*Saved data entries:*
=====
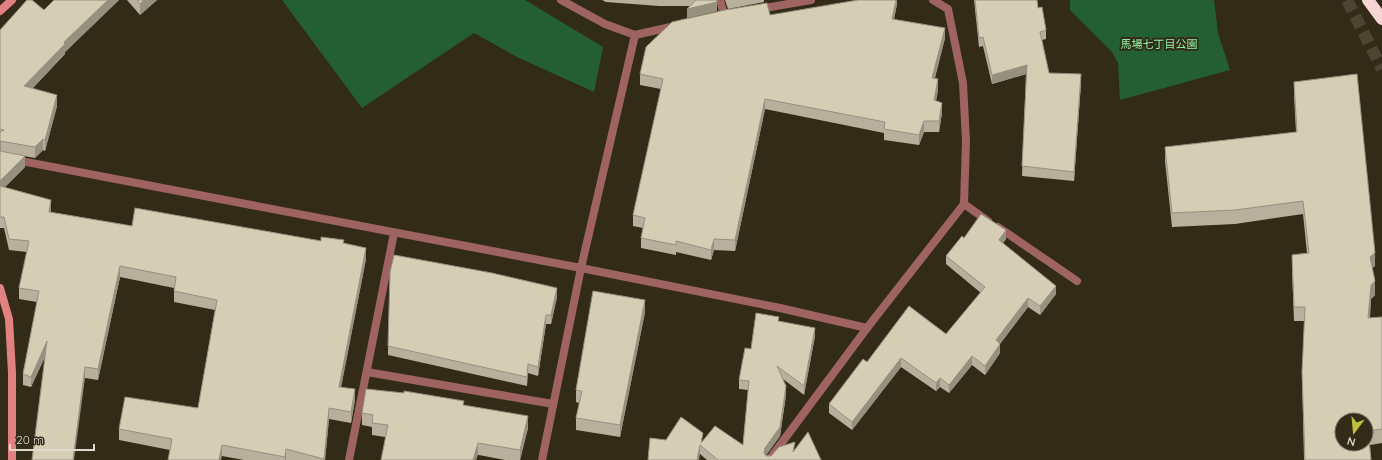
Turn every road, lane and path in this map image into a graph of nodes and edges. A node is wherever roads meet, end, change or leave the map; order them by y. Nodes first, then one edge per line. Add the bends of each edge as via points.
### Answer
1 (12, 0) edge
2 (561, 0) edge
3 (720, 0) edge
4 (811, 0) edge
5 (933, 0) edge
6 (1368, 0) edge
7 (0, 11) edge
8 (747, 11) edge
9 (724, 15) edge
10 (1382, 19) edge
11 (687, 23) edge
12 (635, 35) junction
13 (0, 157) edge
14 (964, 204) junction
15 (394, 233) junction
16 (581, 268) junction
17 (1077, 282) dead end
18 (0, 288) edge
19 (867, 328) junction
20 (367, 372) junction
21 (553, 404) junction
22 (12, 460) edge
23 (349, 460) edge
24 (542, 460) edge
25 (769, 460) edge

1 - 7 main road
2 - 12 street via 604,24
3 - 9 street
4 - 8 street
5 - 14 street via 948,9 963,83 966,141
6 - 10 highway
11 - 12 street
12 - 16 street
13 - 15 street
14 - 17 street
14 - 19 street
15 - 16 street
15 - 20 street
16 - 19 street
16 - 21 street
18 - 22 main road via 9,319
19 - 25 street
20 - 21 street
20 - 23 street
21 - 24 street

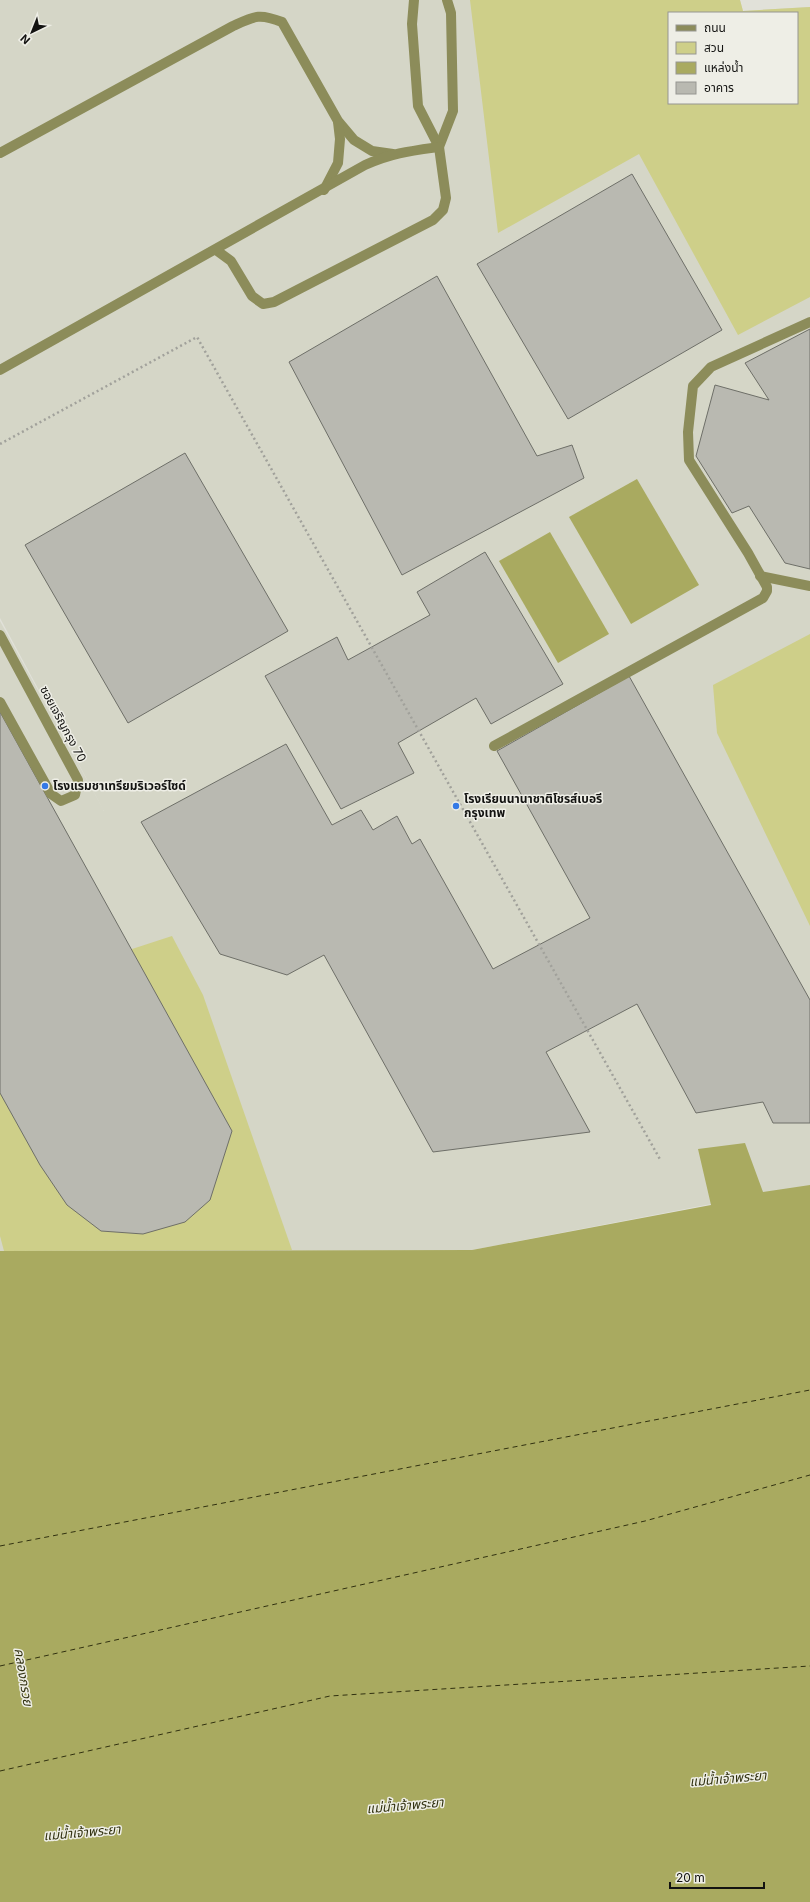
=====
*Task details:*
Repeat the entries word for word and skip the pictures.

*Exercise solution:*
Turn every road, lane and path in this map image into a graph of nodes and edges. A node is wherever roads meet, end, change or leave the map; order them by y. Nodes first, then one edge per line. Add the bends of each edge as via points.
### Answer
1 (12, 0) edge
2 (561, 0) edge
3 (720, 0) edge
4 (811, 0) edge
5 (933, 0) edge
6 (1368, 0) edge
7 (0, 11) edge
8 (747, 11) edge
9 (724, 15) edge
10 (1382, 19) edge
11 (687, 23) edge
12 (635, 35) junction
13 (0, 157) edge
14 (964, 204) junction
15 (394, 233) junction
16 (581, 268) junction
17 (1077, 282) dead end
18 (0, 288) edge
19 (867, 328) junction
20 (367, 372) junction
21 (553, 404) junction
22 (12, 460) edge
23 (349, 460) edge
24 (542, 460) edge
25 (769, 460) edge

1 - 7 main road
2 - 12 street via 604,24
3 - 9 street
4 - 8 street
5 - 14 street via 948,9 963,83 966,141
6 - 10 highway
11 - 12 street
12 - 16 street
13 - 15 street
14 - 17 street
14 - 19 street
15 - 16 street
15 - 20 street
16 - 19 street
16 - 21 street
18 - 22 main road via 9,319
19 - 25 street
20 - 21 street
20 - 23 street
21 - 24 street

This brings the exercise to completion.